As examples of practical use of a filter using surface plasmon polaritons (SPPs) (hereinafter referred to as a “metal thin-film filter”), there have been reports that the filter is used to monitor the growth of viruses or bacteria or test the sensitivity of antibodies (see, for example, Yanik, A. A. et al., Nano Letters 10 (12), 4962-4969 (2010)).
As schematically shown in FIG. 1, in order to perform such measurement, a configuration is employed in which the metal thin-film filter is provided in an optical path between a light source and a spectrometer. In the configuration, the metal thin-film filter is irradiated with light from the light source, and the spectrum of light transmitted therethrough is measured using the spectrometer, whereby a target object which is attached to the metal thin-film filter is measured.
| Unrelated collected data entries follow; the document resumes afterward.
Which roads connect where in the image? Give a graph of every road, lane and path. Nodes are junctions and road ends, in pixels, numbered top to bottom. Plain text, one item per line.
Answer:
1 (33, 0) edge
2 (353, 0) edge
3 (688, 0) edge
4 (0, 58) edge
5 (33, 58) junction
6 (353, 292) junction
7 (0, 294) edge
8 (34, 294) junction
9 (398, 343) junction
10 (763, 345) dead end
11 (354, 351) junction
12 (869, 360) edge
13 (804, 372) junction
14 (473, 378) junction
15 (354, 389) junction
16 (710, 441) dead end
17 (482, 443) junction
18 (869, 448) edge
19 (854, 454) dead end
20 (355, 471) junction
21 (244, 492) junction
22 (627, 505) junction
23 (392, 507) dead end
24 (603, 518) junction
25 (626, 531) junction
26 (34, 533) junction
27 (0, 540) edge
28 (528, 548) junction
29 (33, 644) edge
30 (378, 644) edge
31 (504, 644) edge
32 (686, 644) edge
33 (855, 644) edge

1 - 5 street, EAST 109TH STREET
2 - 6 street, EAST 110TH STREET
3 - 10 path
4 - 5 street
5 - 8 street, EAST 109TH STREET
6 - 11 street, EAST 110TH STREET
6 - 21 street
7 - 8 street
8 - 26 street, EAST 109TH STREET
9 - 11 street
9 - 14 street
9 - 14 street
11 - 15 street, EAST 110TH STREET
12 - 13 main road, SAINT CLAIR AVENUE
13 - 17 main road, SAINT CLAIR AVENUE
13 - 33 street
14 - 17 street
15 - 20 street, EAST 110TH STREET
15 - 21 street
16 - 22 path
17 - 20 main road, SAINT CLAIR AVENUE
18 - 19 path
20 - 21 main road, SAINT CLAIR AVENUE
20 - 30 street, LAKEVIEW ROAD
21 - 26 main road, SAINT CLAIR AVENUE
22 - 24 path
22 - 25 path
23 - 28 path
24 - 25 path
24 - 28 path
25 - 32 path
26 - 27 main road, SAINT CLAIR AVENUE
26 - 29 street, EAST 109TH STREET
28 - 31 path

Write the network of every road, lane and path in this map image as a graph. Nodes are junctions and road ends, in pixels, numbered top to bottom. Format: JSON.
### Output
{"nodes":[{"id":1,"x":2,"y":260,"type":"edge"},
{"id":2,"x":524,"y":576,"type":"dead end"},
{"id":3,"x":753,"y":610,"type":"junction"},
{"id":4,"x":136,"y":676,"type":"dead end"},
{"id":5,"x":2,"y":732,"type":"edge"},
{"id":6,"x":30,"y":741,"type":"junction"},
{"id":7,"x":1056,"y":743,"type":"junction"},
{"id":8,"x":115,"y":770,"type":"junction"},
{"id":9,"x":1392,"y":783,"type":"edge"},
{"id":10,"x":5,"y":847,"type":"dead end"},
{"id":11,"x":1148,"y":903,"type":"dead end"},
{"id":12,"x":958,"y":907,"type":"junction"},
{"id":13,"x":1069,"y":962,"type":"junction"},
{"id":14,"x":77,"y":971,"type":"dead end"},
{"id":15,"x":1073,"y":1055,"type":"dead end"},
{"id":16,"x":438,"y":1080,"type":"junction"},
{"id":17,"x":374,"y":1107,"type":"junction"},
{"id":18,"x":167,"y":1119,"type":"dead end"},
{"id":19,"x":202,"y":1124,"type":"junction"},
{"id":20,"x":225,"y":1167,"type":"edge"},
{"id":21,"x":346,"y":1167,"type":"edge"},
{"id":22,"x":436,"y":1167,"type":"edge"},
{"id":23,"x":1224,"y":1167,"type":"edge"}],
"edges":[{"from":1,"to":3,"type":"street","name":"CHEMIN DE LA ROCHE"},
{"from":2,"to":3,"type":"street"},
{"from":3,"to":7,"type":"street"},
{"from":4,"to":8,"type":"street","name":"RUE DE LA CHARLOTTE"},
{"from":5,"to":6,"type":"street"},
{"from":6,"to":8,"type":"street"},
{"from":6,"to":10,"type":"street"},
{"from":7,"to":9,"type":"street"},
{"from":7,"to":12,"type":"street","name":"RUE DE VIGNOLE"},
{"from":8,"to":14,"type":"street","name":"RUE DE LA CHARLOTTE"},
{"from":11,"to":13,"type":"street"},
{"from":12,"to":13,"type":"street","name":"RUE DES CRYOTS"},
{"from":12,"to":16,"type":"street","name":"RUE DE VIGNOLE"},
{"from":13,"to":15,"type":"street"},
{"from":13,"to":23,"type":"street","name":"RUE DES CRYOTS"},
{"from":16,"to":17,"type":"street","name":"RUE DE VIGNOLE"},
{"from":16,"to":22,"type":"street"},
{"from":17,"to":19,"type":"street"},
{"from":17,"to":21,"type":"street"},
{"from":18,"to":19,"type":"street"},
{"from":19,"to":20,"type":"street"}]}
Specifically, if, for example, viruses or bacteria are attached to antigens or antibodies immobilized on a surface of the metal thin-film filter to change the refractive index of surroundings of the metal thin-film filter, the spectral distribution of the transmitted light is shifted.
FIG. 2 shows a transmission wavelength profile of the metal thin-film filter, where the horizontal axis represents wavelengths and the vertical axis represents transmission efficiencies. A waveform A indicates a transmission spectrum in an initial state in which viruses etc. have not been attached, and waveforms B and C indicate transmitted light spectra which are obtained after a predetermined time has passed since the initial state, i.e., after viruses etc. have been attached. As can be seen from these waveforms, the peak wavelength of the transmission spectrum is shifted to longer wavelengths as time passes.
In measurement techniques in the related art, the change amount of the refractive index of surroundings of the metal thin-film filter is obtained by measuring the amount of such a shift of the peak wavelength of the transmission spectrum using a spectrometer, and based on the change amount, the amount of viruses or bacteria present on the metal thin-film filter is determined.